L’idée
de cette entrée de blog m’est venue en feuilletant le journal
Métro. Dans la section Emplois du 17 novembre, une entrevue intitulé
«Quand pige et grossesse font bon ménage» (Métro, 17 novembre
2014 : 25), m’a fait sursauter. Gabrielle est travailleuse autonome et l’article traite de son
retour au travail après un congé de maternité. Le propos se résume
assez facilement, via la première phrase de l’article : «Si les
travailleuses autonomes peuvent prendre un congé de maternité, le
retour au travail s’accompagne d’une nette réduction d’activité
pour certaines d’entre elles.» Gabrielle a commencé le travail
autonome après son premier congé de maternité, en 2010. À la
veille de son second congé, son revenu est de 40 000$ par année. L'année suivant son retour au travail, il se retrouve à 15 000$.

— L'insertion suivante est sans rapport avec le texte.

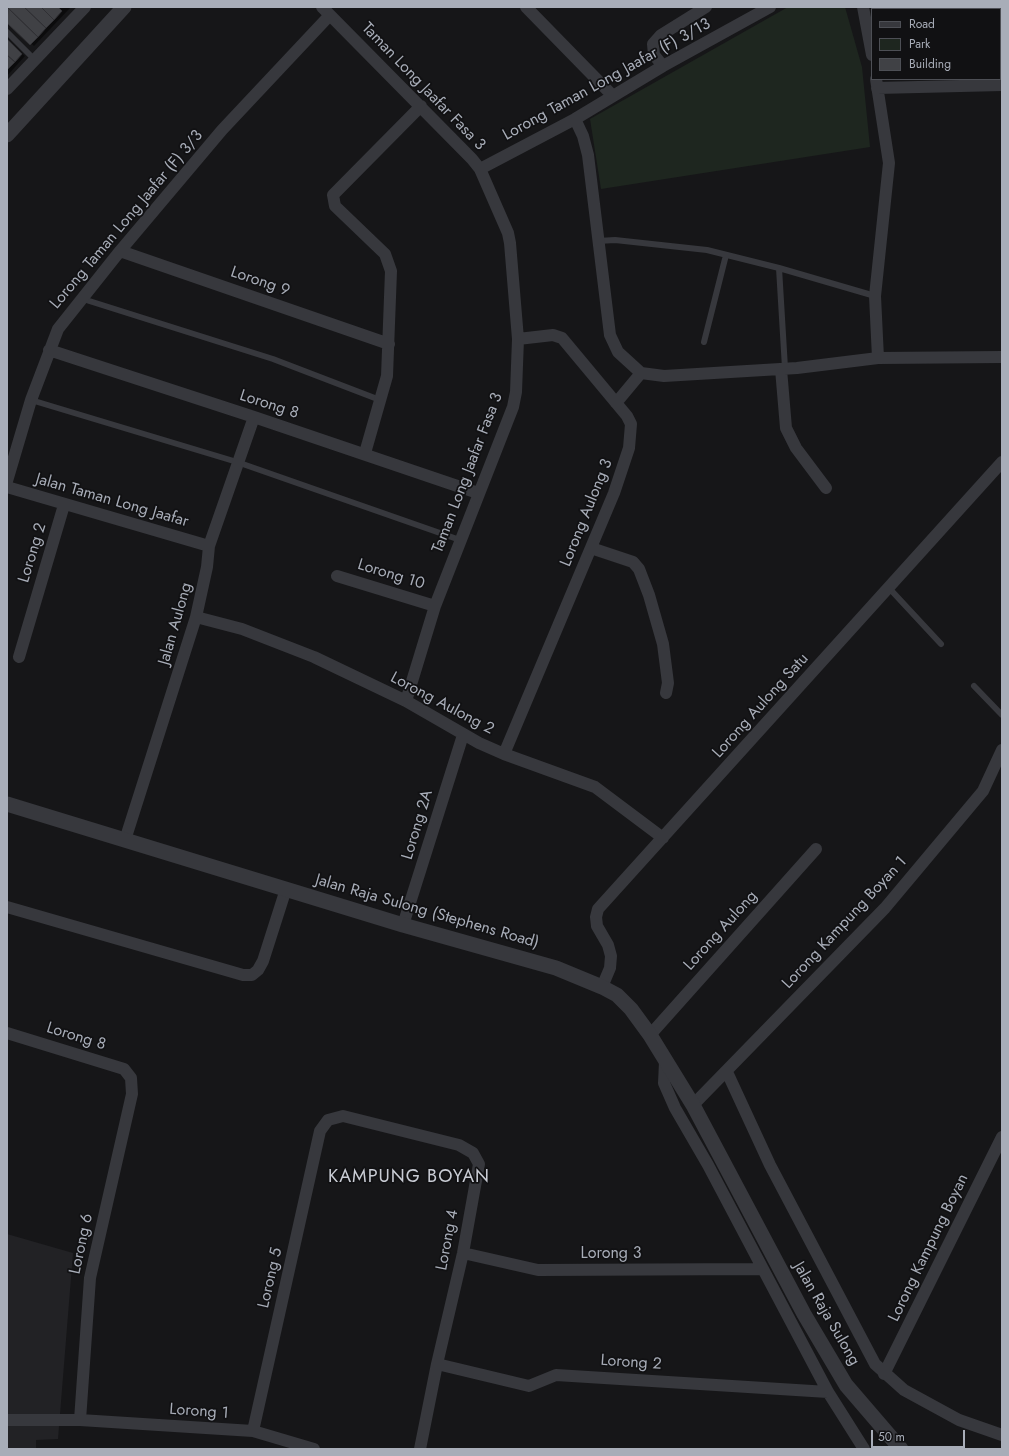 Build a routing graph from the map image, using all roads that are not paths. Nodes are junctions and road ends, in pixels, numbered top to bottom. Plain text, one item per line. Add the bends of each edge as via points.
1 (84, 7) edge
2 (124, 7) edge
3 (526, 7) edge
4 (706, 7) edge
5 (770, 7) edge
6 (864, 7) edge
7 (326, 11) edge
8 (870, 25) edge
9 (7, 32) edge
10 (871, 40) edge
11 (35, 60) junction
12 (663, 66) junction
13 (877, 83) edge
14 (1002, 85) edge
15 (7, 89) edge
16 (613, 96) junction
17 (422, 106) junction
18 (575, 119) junction
19 (7, 135) edge
20 (480, 169) junction
21 (598, 241) junction
22 (120, 251) junction
23 (726, 255) junction
24 (779, 268) junction
25 (875, 296) junction
26 (83, 299) junction
27 (518, 339) junction
28 (704, 342) dead end
29 (389, 344) junction
30 (49, 350) junction
31 (1002, 357) edge
32 (878, 358) junction
33 (783, 368) junction
34 (641, 373) junction
35 (30, 400) junction
36 (380, 400) junction
37 (616, 403) junction
38 (254, 416) junction
39 (365, 453) junction
40 (237, 462) junction
41 (1002, 462) edge
42 (7, 481) edge
43 (7, 487) edge
44 (826, 488) dead end
45 (478, 493) junction
46 (64, 505) junction
47 (460, 540) junction
48 (209, 546) junction
49 (591, 548) junction
50 (337, 576) dead end
51 (888, 588) junction
52 (435, 606) junction
53 (196, 617) junction
54 (941, 644) dead end
55 (20, 657) dead end
56 (974, 686) dead end
57 (666, 693) dead end
58 (406, 701) junction
59 (1002, 715) edge
60 (463, 735) junction
61 (1002, 750) edge
62 (504, 754) junction
63 (7, 804) edge
64 (663, 838) junction
65 (125, 840) junction
66 (816, 849) dead end
67 (286, 889) junction
68 (7, 907) edge
69 (404, 925) junction
70 (602, 987) junction
71 (7, 1033) edge
72 (650, 1035) junction
73 (665, 1062) junction
74 (727, 1072) junction
75 (131, 1078) joint
76 (693, 1105) junction
77 (320, 1131) joint
78 (1002, 1137) edge
79 (735, 1187) joint
80 (463, 1253) junction
81 (761, 1269) junction
82 (437, 1364) junction
83 (884, 1374) junction
84 (828, 1392) junction
85 (7, 1420) edge
86 (80, 1420) junction
87 (253, 1431) junction
88 (1002, 1435) edge
89 (314, 1449) edge
90 (420, 1449) edge
91 (864, 1449) edge
92 (900, 1449) edge

1 - 11 street
2 - 19 street
3 - 16 street
4 - 12 street via 661,35 653,44 654,55
5 - 12 street, Lorong Taman Long Jaafar (F) 3/13
6 - 8 street
7 - 17 street, Taman Long Jaafar Fasa 3
7 - 22 street, Lorong Taman Long Jaafar (F) 3/3
8 - 10 street
9 - 11 lane
11 - 15 street
12 - 16 street, Lorong Taman Long Jaafar (F) 3/13
13 - 14 street
13 - 25 street via 888,163
16 - 18 street, Lorong Taman Long Jaafar (F) 3/13
17 - 20 street, Taman Long Jaafar Fasa 3
17 - 29 street via 333,195 335,206 384,254 390,264
18 - 20 street, Lorong Taman Long Jaafar (F) 3/13
18 - 21 street via 588,155
20 - 27 street, Taman Long Jaafar Fasa 3 via 508,233
21 - 23 lane via 615,240 707,250
21 - 34 street via 610,335 618,352
22 - 26 street, Lorong Taman Long Jaafar (F) 3/3
22 - 29 street, Lorong 9
23 - 24 lane
23 - 28 lane
24 - 25 lane
24 - 33 lane
25 - 32 street
26 - 30 street, Lorong Taman Long Jaafar (F) 3/3 via 58,329
26 - 36 lane via 274,359
27 - 37 street, Lorong Aulong 3 via 553,336 562,338
27 - 45 street, Taman Long Jaafar Fasa 3 via 516,392
29 - 36 street via 387,376
30 - 35 street, Lorong Taman Long Jaafar (F) 3/3
30 - 38 street, Lorong 8
31 - 32 street
32 - 33 street
33 - 34 street via 664,376
33 - 44 street via 786,428 796,448
34 - 37 street
35 - 40 lane
35 - 42 street, Lorong Taman Long Jaafar (F) 3/3
36 - 39 street
37 - 49 street, Lorong Aulong 3 via 631,424 629,448
38 - 39 street, Lorong 8
38 - 40 street, Jalan Aulong
39 - 45 street, Lorong 8
40 - 47 lane
40 - 48 street, Jalan Aulong
41 - 51 street, Lorong Aulong Satu
43 - 46 street, Jalan Taman Long Jaafar
45 - 47 street, Taman Long Jaafar Fasa 3
46 - 48 street, Jalan Taman Long Jaafar
46 - 55 street, Lorong 2
47 - 52 street, Taman Long Jaafar Fasa 3
48 - 53 street, Jalan Aulong
49 - 57 street via 633,562 639,569 663,644 668,683
49 - 62 street, Lorong Aulong 3
50 - 52 street, Lorong 10
51 - 54 lane
51 - 64 street, Lorong Aulong Satu
52 - 58 street, Taman Long Jaafar Fasa 3
53 - 58 street, Lorong Aulong 2 via 242,630 314,657
53 - 65 street, Jalan Aulong
56 - 59 lane
58 - 60 street, Lorong Aulong 2
60 - 62 street, Lorong Aulong 2
60 - 69 street, Lorong 2A
61 - 74 street, Lorong Kampung Boyan 1 via 983,791 885,908
62 - 64 street, Lorong Aulong 2 via 595,787
63 - 65 street, Jalan Raja Sulong (Stephens Road)
64 - 70 street, Lorong Aulong Satu via 598,909 597,926 611,956 610,968
65 - 67 street, Jalan Raja Sulong (Stephens Road)
66 - 72 street, Lorong Aulong
67 - 68 street via 263,961 252,975 243,975
67 - 69 street, Jalan Raja Sulong (Stephens Road)
69 - 70 street, Jalan Raja Sulong (Stephens Road) via 556,968
70 - 72 street, Jalan Raja Sulong (Stephens Road) via 617,995 631,1009
71 - 75 street, Lorong 8 via 124,1069
72 - 73 street, Jalan Raja Sulong (Stephens Road)
73 - 76 street, Jalan Raja Sulong (Stephens Road)
73 - 81 street via 664,1083 675,1108 708,1165
74 - 76 street, Lorong Kampung Boyan 1
74 - 83 street via 770,1164 843,1306 875,1364
75 - 86 street, Lorong 6 via 132,1094 90,1278
76 - 79 street, Jalan Raja Sulong (Stephens Road)
77 - 80 street, Lorong 4 via 328,1120 343,1116 459,1145 473,1153 479,1164
77 - 87 street, Lorong 5
78 - 83 street, Lorong Kampung Boyan
79 - 92 street, Jalan Raja Sulong via 846,1386
80 - 81 street, Lorong 3 via 538,1270
80 - 82 street, Lorong 4
81 - 84 street
82 - 84 street, Lorong 2 via 529,1386 556,1375
82 - 90 street, Lorong 4
83 - 88 street via 904,1390 959,1420
84 - 91 street
85 - 86 street, Lorong 1
86 - 87 street, Lorong 1
87 - 89 street, Lorong 1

Elle a perdu beaucoup de clients durant son année de congé, cela
même si elle se présentait à des 5 à 7 et autres rencontres
durant son congé. En rétrospective, elle estime que prendre
seulement 6 mois de congé serait plus approprié afin de conserver
sa clientèle et ainsi ne pas subir les contre-coups d’une
diminution de son revenu.
D’une
perspective sociologique, il y a plusieurs points intéressants à
cette histoire : la centrifugation de l’emploi, les mesures
sociales mésadaptées et la transition vers le précariat. Pour commencer, il est intéressant de noter de
quelle manière Gabrielle a navigué vers la périphérie de
l’emploi, pour reprendre le concept de Durand : c’était une
décision personnelle. Avec ce cas, il est donc intéressant de
voir que la centrifugation de l’emploi n’est pas qu’une
pression, qu’une dynamique imposée au travailleur mais aussi une
idéologie. 'Travailler à son compte est avantageux' semble une
idéologie pernicieuse puisque Gabrielle doit refuser à elle même
un congé de maternité plein et à la hauteur de celui des salariés.

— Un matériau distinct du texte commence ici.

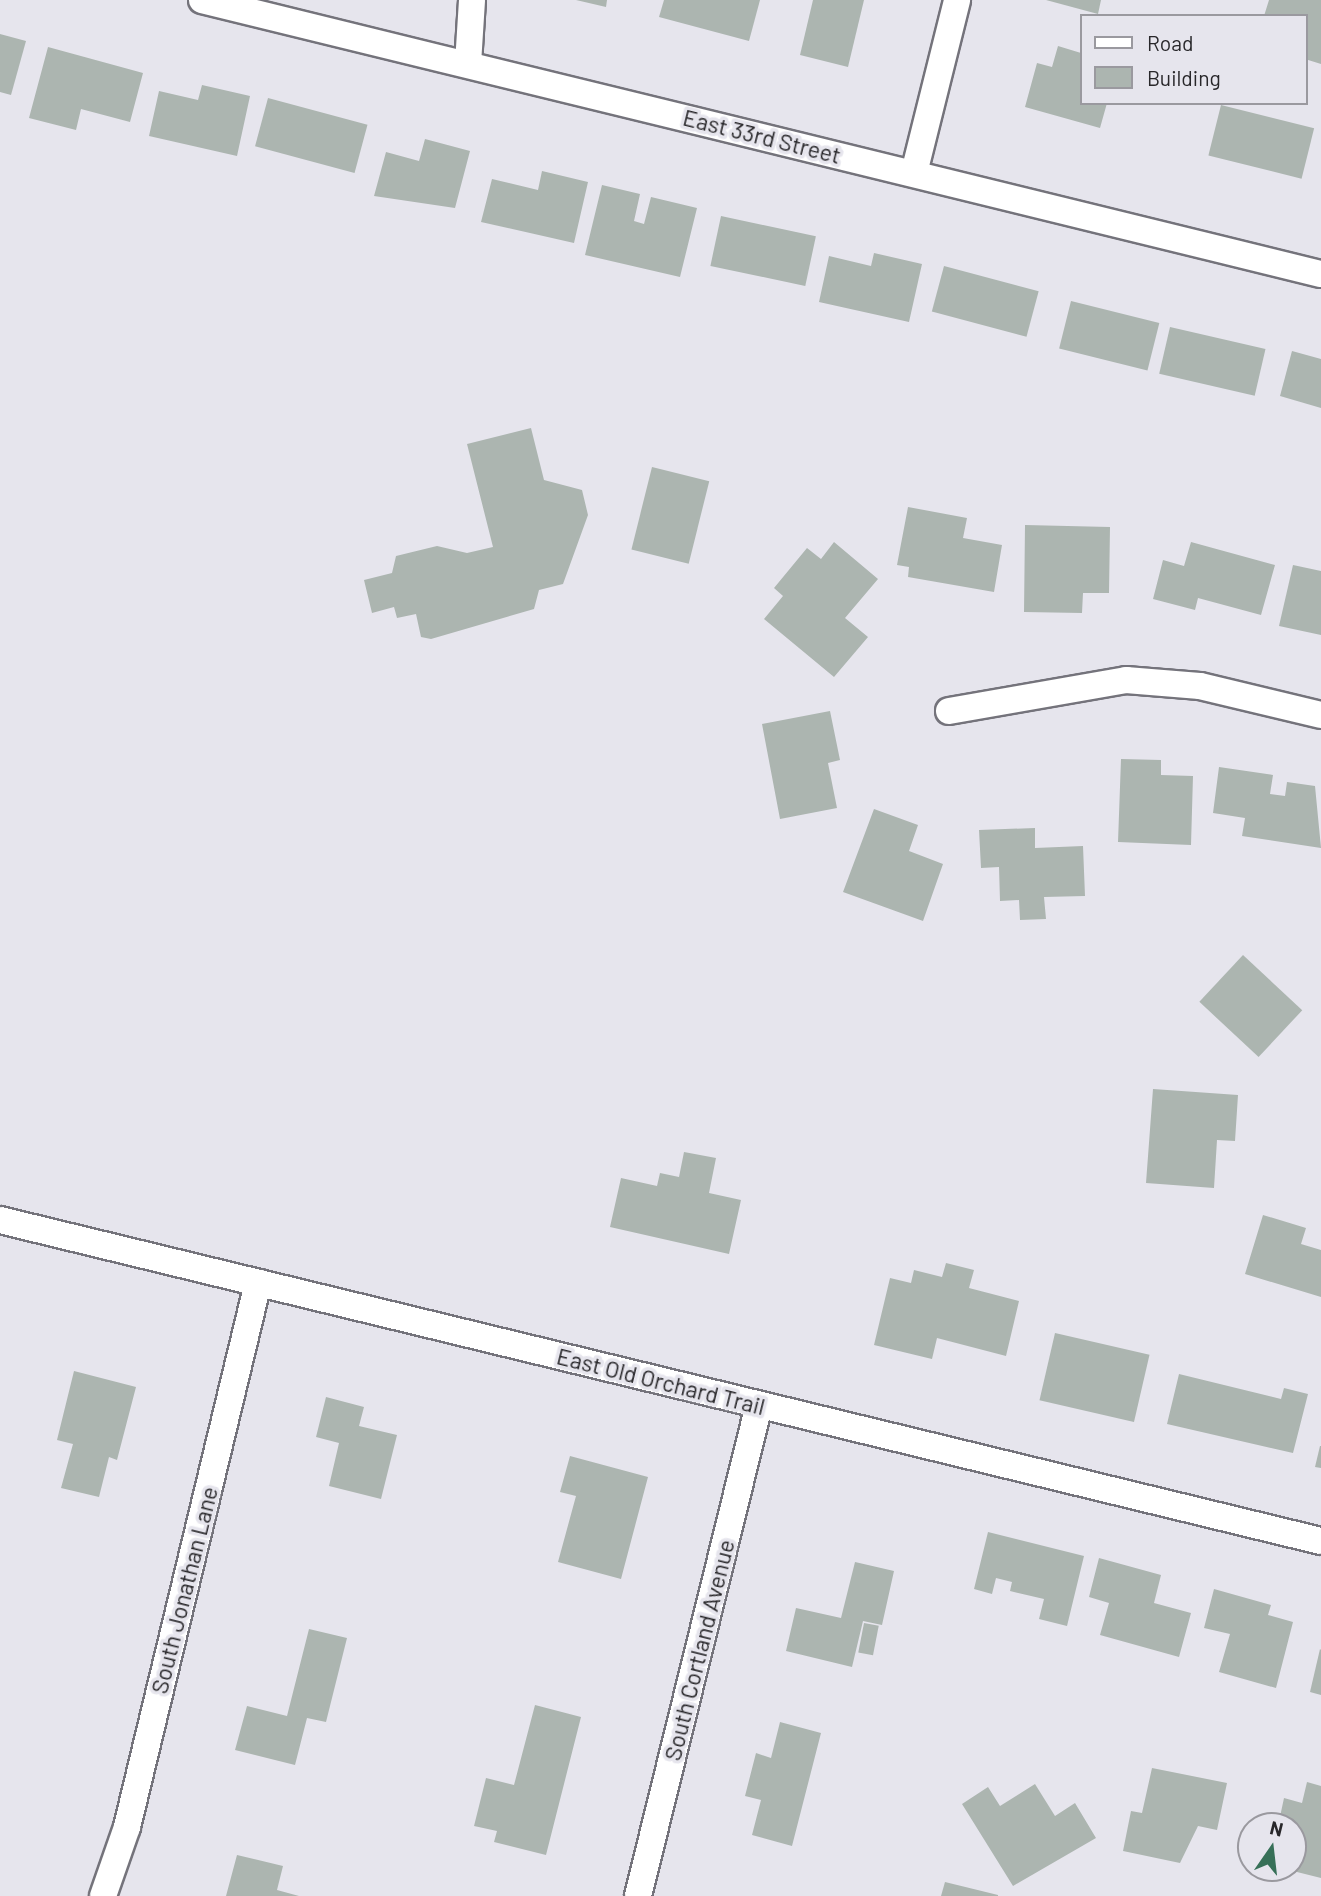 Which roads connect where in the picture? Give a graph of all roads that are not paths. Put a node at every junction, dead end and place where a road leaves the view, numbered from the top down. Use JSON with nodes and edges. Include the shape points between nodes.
{"nodes":[{"id":1,"x":202,"y":0,"type":"edge"},
{"id":2,"x":472,"y":0,"type":"edge"},
{"id":3,"x":957,"y":0,"type":"edge"},
{"id":4,"x":468,"y":64,"type":"junction"},
{"id":5,"x":914,"y":173,"type":"junction"},
{"id":6,"x":1321,"y":274,"type":"edge"},
{"id":7,"x":949,"y":711,"type":"dead end"},
{"id":8,"x":1321,"y":715,"type":"edge"},
{"id":9,"x":0,"y":1220,"type":"edge"},
{"id":10,"x":258,"y":1283,"type":"junction"},
{"id":11,"x":759,"y":1405,"type":"junction"},
{"id":12,"x":1321,"y":1541,"type":"edge"},
{"id":13,"x":103,"y":1896,"type":"edge"},
{"id":14,"x":638,"y":1896,"type":"edge"}],
"edges":[{"from":1,"to":4,"type":"street","name":"East 33rd Street"},
{"from":2,"to":4,"type":"street"},
{"from":3,"to":5,"type":"street"},
{"from":4,"to":5,"type":"street","name":"East 33rd Street"},
{"from":5,"to":6,"type":"street","name":"East 33rd Street"},
{"from":7,"to":8,"type":"street","via":[[1126,680],[1200,687]]},
{"from":9,"to":10,"type":"street","name":"East Old Orchard Trail"},
{"from":10,"to":11,"type":"street","name":"East Old Orchard Trail"},
{"from":10,"to":13,"type":"street","name":"South Jonathan Lane","via":[[127,1827]]},
{"from":11,"to":12,"type":"street","name":"East Old Orchard Trail"},
{"from":11,"to":14,"type":"street","name":"South Cortland Avenue"}]}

Cela nous mène donc au second point : des mesures sociales
mésadaptées. Lorsqu’interogée si elle ferait le même choix, un
an complet de congé, Gabrielle répond : «C’est difficile
de décrocher pendant un an pour les travailleuses autonomes,
contrairement aux salariées.» Sa réponse illustre une dichotomie
entre travail autonome et salarié au niveau des couvertures
sociales. Gabrielle ne peut se permettre de prendre un congé au même
titre qu’une travailleuse salariée, sous peine de perdre beaucoup
de revenu. La forme de la couverture sociale ne lui permet pas d’en
jouir à manière égale comparé à aux salariés. Troisièmement,
c’est une possible transition vers une situation de précariat tel que décrit par Standing.
Suite à sa perte de revenu, Gabrielle et son conjoint avaient
beaucoup de difficultés à payer hypothèque et autres dépenses du
ménage. Pour elle, se fut une période de disette et de diminution
de la qualité de vie. Hypotétiquement, si il y a une récession, rien ne
dit que Gabrielle et son conjoint auraient pu payer leur hypothèque et ne pas se retrouver à la rue.
Dans
cet article, on a le cas d’une femme à l’intérieur de
la centrifugation du travail. De plus, il est intéressant de noter
l’aspect personnel des décisions prises dans le contexte : passage
au travail autonome, travail durant le congé de maternité. Les
contre coups subis par Gabrielle ont plusieurs sources, ses décisions
mais aussi la forme de couverture sociale qu’est le congé de
maternité. Ces choix et le contexte de ces choix
créent
ainsi une situation précaire pour Gabrielle et sa famille. Le propos de l’article est assez clair : travailleuses autonomes, réduisez vos congés de maternité et travaillez durant vos congés de maternité.